You will find a link to the next chapter at the end of each chapter.  

CHAPTER SIX

“Where is this boat?” asked Ronduin as he and Sir Andrew descended the spiral staircase.

“You’ve been looking at it since you were a babe,” said Sir Andrew, laughing. 

Now, they rounded a curve. There should have been five more steps to the landing, but, instead, Ronduin looked at water. Flood waters had risen to cover the bottom steps and, as Ronduin looked out toward the wide open doors of the great dining hall, he saw water everywhere. Peering through the dimness, he could see that the long table and the velvet covered chairs were missing. No doubt they had been carried to the second floor. Instead of the usual furniture, Ronduin was surprised to see that scaffolding had been set up to hold planks that led from into the dining hall. 

The scaffolding did not reach the stairway. Instead, a long, single, narrow board was supported by a step on one end and, on the other end, the platform made by the scaffold. Sir Andrew said, “Wait until I cross.” The board sagged as he crossed it, but he kept his balance and, stepping onto the more stable platform, he turned to Ronduin and said, “Now you walk across.”  Ronduin moved quickly across the narrow plank with grace and ease.

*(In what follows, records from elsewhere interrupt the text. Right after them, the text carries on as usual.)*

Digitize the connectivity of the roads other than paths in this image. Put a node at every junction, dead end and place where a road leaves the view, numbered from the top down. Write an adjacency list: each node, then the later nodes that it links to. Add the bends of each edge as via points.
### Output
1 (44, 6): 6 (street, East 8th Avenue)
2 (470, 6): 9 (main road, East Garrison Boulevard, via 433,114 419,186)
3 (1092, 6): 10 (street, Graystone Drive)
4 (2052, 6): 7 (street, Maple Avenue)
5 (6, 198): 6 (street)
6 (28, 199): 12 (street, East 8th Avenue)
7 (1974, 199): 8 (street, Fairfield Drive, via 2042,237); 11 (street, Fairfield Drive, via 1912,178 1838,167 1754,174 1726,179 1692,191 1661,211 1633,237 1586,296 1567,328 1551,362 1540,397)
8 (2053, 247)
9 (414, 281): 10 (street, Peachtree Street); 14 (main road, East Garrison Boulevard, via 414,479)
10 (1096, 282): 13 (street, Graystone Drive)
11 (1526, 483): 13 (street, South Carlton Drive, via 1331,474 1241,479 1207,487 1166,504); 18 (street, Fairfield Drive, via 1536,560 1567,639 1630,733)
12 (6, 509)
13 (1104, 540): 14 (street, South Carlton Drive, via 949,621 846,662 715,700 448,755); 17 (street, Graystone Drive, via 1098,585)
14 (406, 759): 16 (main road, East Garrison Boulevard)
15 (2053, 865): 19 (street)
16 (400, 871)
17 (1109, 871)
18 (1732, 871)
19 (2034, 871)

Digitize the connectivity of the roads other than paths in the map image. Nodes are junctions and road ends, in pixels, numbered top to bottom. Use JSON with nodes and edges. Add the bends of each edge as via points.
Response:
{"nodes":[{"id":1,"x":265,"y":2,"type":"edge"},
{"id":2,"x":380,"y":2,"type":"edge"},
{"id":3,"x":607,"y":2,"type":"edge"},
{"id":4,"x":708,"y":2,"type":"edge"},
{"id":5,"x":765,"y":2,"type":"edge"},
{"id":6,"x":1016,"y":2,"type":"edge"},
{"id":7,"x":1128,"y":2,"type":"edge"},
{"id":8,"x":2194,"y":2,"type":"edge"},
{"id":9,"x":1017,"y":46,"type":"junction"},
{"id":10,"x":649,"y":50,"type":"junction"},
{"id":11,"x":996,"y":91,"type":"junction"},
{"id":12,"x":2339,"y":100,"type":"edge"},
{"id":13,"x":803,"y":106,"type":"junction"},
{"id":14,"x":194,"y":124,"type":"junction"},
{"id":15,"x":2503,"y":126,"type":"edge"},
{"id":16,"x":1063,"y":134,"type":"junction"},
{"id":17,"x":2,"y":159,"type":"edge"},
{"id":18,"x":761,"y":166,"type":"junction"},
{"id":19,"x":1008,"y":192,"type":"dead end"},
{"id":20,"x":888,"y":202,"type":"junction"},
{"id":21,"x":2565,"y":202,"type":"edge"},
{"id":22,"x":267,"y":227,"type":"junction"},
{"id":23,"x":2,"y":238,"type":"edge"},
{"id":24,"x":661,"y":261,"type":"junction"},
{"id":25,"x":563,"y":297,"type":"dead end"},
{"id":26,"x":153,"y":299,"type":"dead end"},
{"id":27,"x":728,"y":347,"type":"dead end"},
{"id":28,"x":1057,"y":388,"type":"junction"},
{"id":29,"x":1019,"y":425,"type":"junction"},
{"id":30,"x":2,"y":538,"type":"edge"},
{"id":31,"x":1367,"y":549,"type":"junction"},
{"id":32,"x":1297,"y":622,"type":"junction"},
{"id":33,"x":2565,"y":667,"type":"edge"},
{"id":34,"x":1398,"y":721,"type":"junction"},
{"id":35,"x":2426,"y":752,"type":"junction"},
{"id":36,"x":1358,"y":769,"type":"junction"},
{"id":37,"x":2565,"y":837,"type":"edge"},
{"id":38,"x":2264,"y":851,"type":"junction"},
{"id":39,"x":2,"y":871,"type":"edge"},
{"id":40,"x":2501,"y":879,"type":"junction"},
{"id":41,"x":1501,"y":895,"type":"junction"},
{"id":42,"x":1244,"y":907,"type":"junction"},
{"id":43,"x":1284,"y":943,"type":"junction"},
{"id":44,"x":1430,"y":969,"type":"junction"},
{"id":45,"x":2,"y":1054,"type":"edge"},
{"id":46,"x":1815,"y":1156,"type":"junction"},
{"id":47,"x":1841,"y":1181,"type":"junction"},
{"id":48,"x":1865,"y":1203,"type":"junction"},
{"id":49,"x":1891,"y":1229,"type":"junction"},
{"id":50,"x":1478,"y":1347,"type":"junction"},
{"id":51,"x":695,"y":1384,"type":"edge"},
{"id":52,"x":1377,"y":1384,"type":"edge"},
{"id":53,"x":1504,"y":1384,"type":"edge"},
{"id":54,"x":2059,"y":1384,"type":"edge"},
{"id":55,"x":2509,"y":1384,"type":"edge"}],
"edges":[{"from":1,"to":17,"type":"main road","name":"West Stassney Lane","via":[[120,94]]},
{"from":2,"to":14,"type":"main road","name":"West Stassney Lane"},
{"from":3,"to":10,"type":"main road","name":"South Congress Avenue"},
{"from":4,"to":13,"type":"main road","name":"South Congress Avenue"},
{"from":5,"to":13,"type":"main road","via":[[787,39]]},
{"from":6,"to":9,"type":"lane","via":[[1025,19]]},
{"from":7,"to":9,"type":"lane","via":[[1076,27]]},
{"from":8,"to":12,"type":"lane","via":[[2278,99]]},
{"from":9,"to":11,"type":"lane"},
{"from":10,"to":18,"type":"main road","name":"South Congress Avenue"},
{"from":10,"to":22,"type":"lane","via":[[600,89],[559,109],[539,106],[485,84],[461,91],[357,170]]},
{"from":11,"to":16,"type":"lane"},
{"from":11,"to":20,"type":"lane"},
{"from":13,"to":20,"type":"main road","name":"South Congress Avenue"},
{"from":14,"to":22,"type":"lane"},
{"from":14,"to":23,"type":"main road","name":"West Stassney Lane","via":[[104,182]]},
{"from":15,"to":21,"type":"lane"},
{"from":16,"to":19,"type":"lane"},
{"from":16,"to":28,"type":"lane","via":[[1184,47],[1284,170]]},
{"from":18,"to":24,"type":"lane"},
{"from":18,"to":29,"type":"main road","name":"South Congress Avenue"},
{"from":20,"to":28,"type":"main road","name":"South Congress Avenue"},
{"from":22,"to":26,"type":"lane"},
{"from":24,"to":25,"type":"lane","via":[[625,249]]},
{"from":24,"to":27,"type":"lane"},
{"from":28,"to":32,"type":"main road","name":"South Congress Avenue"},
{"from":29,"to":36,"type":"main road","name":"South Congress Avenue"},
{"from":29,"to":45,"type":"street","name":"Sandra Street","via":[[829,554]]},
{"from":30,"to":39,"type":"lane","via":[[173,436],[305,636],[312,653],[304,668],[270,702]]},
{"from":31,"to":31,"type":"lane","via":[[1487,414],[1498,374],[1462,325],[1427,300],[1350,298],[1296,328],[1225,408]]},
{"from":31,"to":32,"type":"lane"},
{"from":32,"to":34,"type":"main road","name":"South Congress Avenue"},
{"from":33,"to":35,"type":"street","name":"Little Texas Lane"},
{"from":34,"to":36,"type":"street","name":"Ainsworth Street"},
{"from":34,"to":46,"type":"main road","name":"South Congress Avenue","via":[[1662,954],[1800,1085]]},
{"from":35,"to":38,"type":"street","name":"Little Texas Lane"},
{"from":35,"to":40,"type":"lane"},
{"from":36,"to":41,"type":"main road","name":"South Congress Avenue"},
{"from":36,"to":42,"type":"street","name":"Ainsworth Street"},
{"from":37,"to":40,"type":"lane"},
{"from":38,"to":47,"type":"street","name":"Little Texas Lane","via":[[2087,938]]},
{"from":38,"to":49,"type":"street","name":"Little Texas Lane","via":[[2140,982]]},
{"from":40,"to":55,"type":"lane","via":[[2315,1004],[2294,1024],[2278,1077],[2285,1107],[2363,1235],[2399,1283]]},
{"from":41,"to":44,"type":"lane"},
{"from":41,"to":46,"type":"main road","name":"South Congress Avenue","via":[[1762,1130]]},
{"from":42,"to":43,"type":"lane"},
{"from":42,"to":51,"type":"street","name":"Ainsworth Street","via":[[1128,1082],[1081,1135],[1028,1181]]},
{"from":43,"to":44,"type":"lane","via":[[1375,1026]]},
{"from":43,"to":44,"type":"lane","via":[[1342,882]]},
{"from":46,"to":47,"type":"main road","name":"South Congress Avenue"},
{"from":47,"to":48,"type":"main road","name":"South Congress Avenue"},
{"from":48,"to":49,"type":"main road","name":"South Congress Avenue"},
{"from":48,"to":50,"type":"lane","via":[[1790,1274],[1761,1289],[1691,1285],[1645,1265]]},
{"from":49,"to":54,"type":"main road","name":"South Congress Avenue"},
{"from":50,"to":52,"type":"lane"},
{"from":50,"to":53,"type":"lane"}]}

Together, they walked down the wooden pathway that crossed the entry hall and trough the open doors into the dining hall. This wooden pathway over water reminded Ronduin of the docks he had visited at the sea shore.  “But,” he thought, “this is not the same at all. There should not be a dock in the great dining hall!”

And, then, there it was, tied to the makeshift dock, a big green rowboat. Ronduin looked at the boat and then he looked up toward the high ceiling remembering that once a green boat hung high above the room, held by stout ropes. He had always thought the boat was a decoration. Now he realized it had a purpose. The ropes that once held the boat hung slack from the ceiling and the green boat floated by a dock where there should have been a long banquet table. 

“In you go,” said Sir Andrew, taking Ronduin’s hand so he could step across the water into the green boat. Ronduin sat on the thwart and Sir Andrew stepped into the boat and picked up one of the two oars that lay in the vessel. “Can you untie us? Then we’ll be off across this small sea,” said Sir Andrew smiling.

Ronduin untied the rope and then Sir Andrew used the oar as a pole to push the boat out the great doors into the hallway toward and the bottom of the stone stairs. Here he pivoted the boat and poled the craft backwards to the bottom step.”

“Now, Ronduin, please step out and hold the boat in place. There seems to be no place to tie the boat except for that wobbly board and I fear that, if we tied to the board, the boat would pull it into the water and they would both float away. So, holding the boat will be your job while we get people and supplies on board.”

Stepping off the boat onto the stairs,  Sir Andrew said, “Hold tight. I’ll be right back.” And then he was bounding up the spiral stairs and soon out of sight. 

Ronduin sat alone on the cold, damp stone step holding the transom of the green boat. Sir Andrew’s footsteps, loud at first, became softer, softer until Ronduin heard the creaky opening and closing of the heavy oak door at the second floor landing. Light filtered through small windows in the stairwell, brightening the surface of the water that had transformed the ground floor of the castle into a small lake. 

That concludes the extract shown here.